Your answer should consist only of the records, copied exactly, with the images removed.
___ Dataset excerpts ___
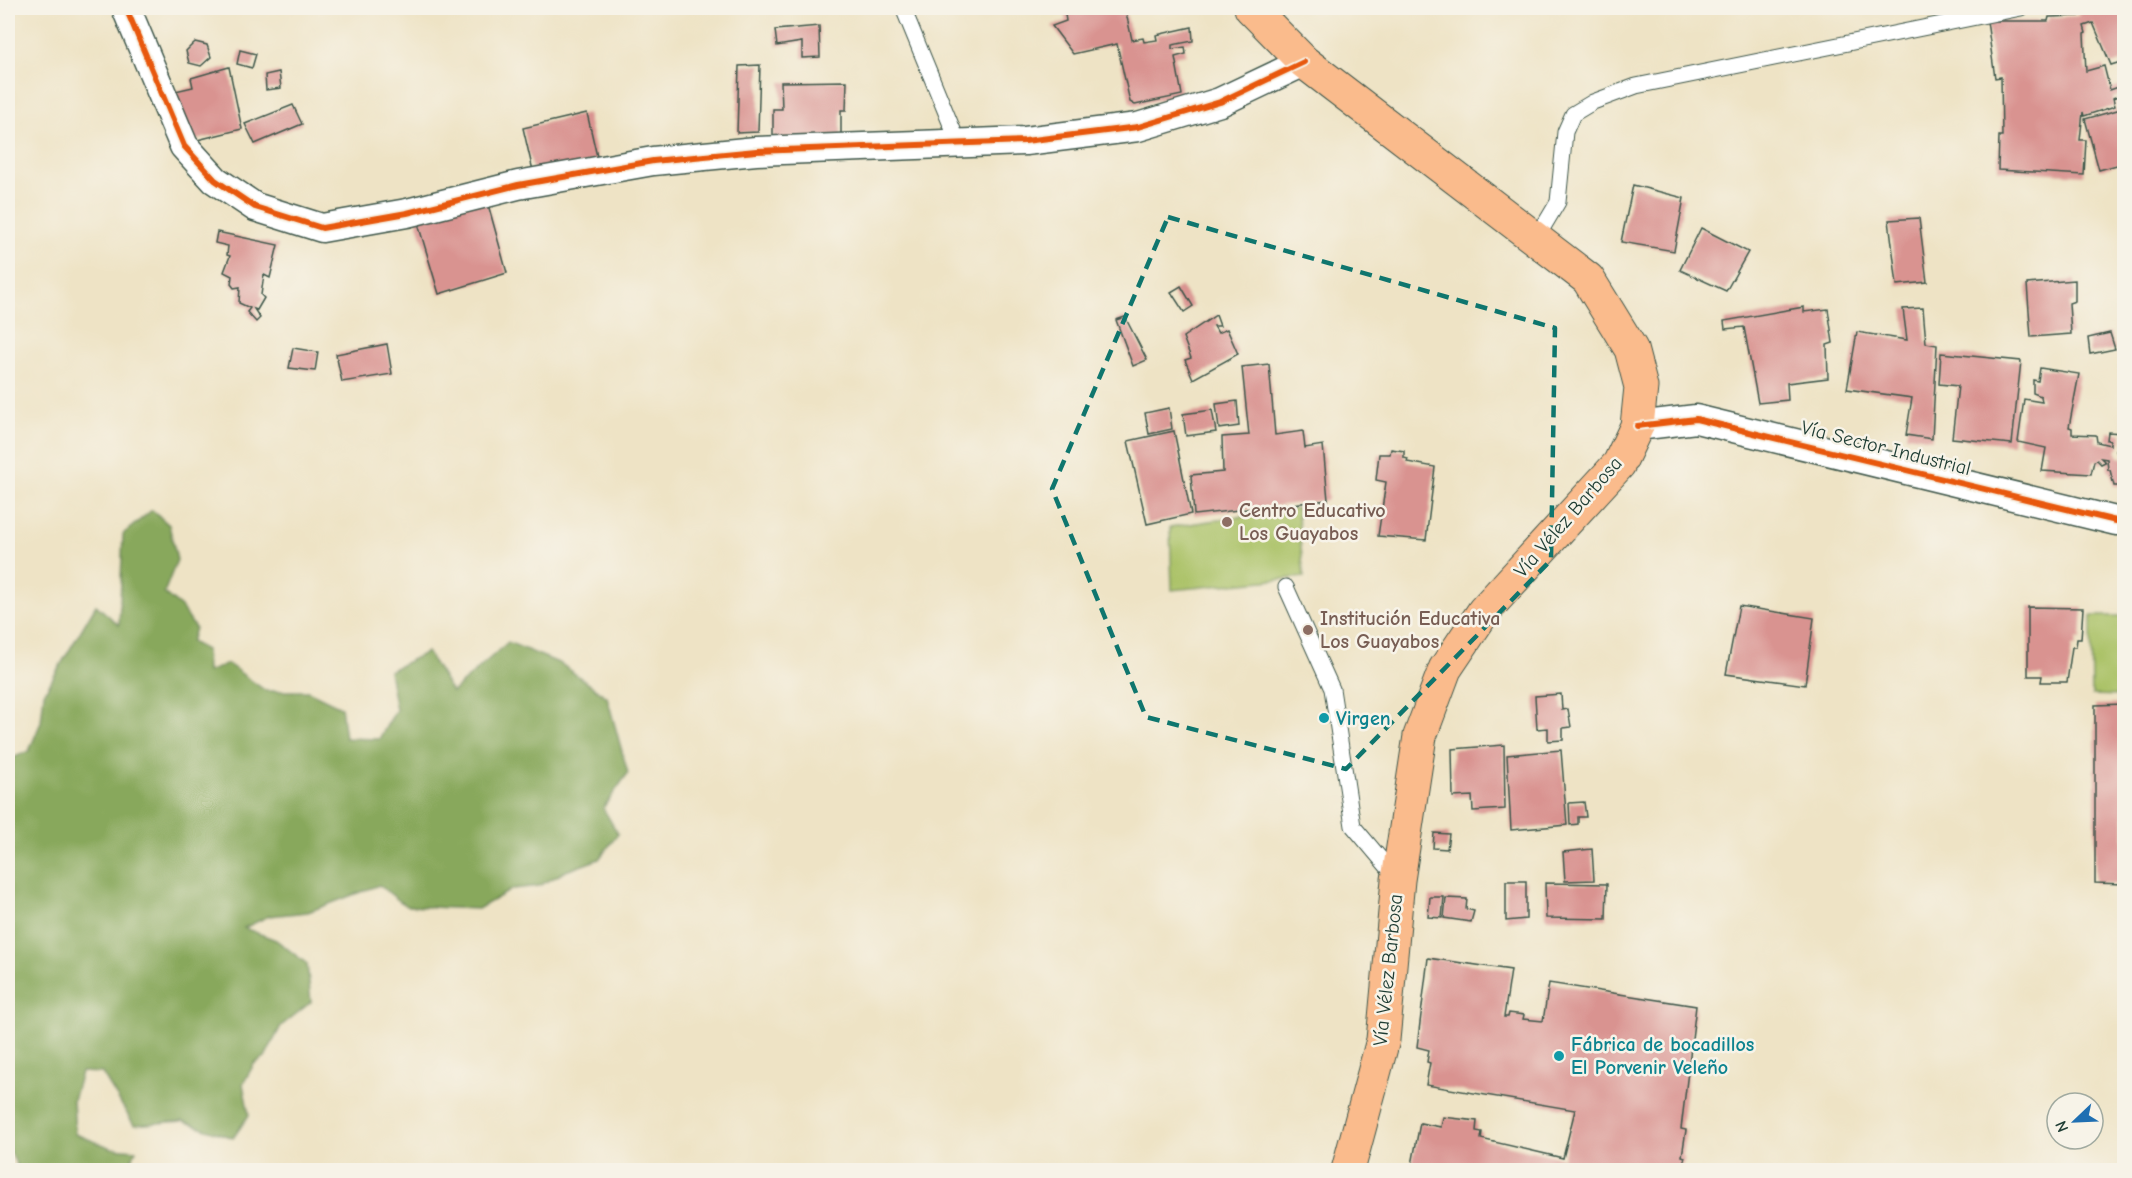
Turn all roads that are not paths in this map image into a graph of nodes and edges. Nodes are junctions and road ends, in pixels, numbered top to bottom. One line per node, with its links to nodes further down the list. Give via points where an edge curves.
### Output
1 (126, 8): 6 (street, via 184,146 214,180 255,207 322,228 407,213 518,185 652,161 756,151)
2 (903, 8): 6 (lane)
3 (1251, 8): 5 (main road, Vía Vélez Barbosa)
4 (2021, 8): 7 (lane, via 1636,86 1593,102 1573,114 1565,132 1558,202)
5 (1304, 62): 6 (street, via 1220,102 1138,127 1025,141); 7 (main road, Vía Vélez Barbosa)
6 (958, 142)
7 (1536, 239): 8 (main road, Vía Vélez Barbosa, via 1588,279 1631,349 1641,387)
8 (1637, 426): 9 (street, Vía Sector Industrial, via 1696,419); 11 (main road, Vía Vélez Barbosa, via 1619,464 1484,611 1445,669 1420,736)
9 (2124, 520)
10 (1286, 587): 11 (lane, via 1332,689 1353,826)
11 (1398, 880): 12 (main road, Vía Vélez Barbosa, via 1383,1040)
12 (1348, 1170)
___
*Answer area:*
Turn all roads that are not paths in this map image into a graph of nodes and edges. Nodes are junctions and road ends, in pixels, numbered top to bottom. One line per node, with its links to nodes further down the list. Give via points where an edge curves.
### Output
1 (126, 8): 6 (street, via 184,146 214,180 255,207 322,228 407,213 518,185 652,161 756,151)
2 (903, 8): 6 (lane)
3 (1251, 8): 5 (main road, Vía Vélez Barbosa)
4 (2021, 8): 7 (lane, via 1636,86 1593,102 1573,114 1565,132 1558,202)
5 (1304, 62): 6 (street, via 1220,102 1138,127 1025,141); 7 (main road, Vía Vélez Barbosa)
6 (958, 142)
7 (1536, 239): 8 (main road, Vía Vélez Barbosa, via 1588,279 1631,349 1641,387)
8 (1637, 426): 9 (street, Vía Sector Industrial, via 1696,419); 11 (main road, Vía Vélez Barbosa, via 1619,464 1484,611 1445,669 1420,736)
9 (2124, 520)
10 (1286, 587): 11 (lane, via 1332,689 1353,826)
11 (1398, 880): 12 (main road, Vía Vélez Barbosa, via 1383,1040)
12 (1348, 1170)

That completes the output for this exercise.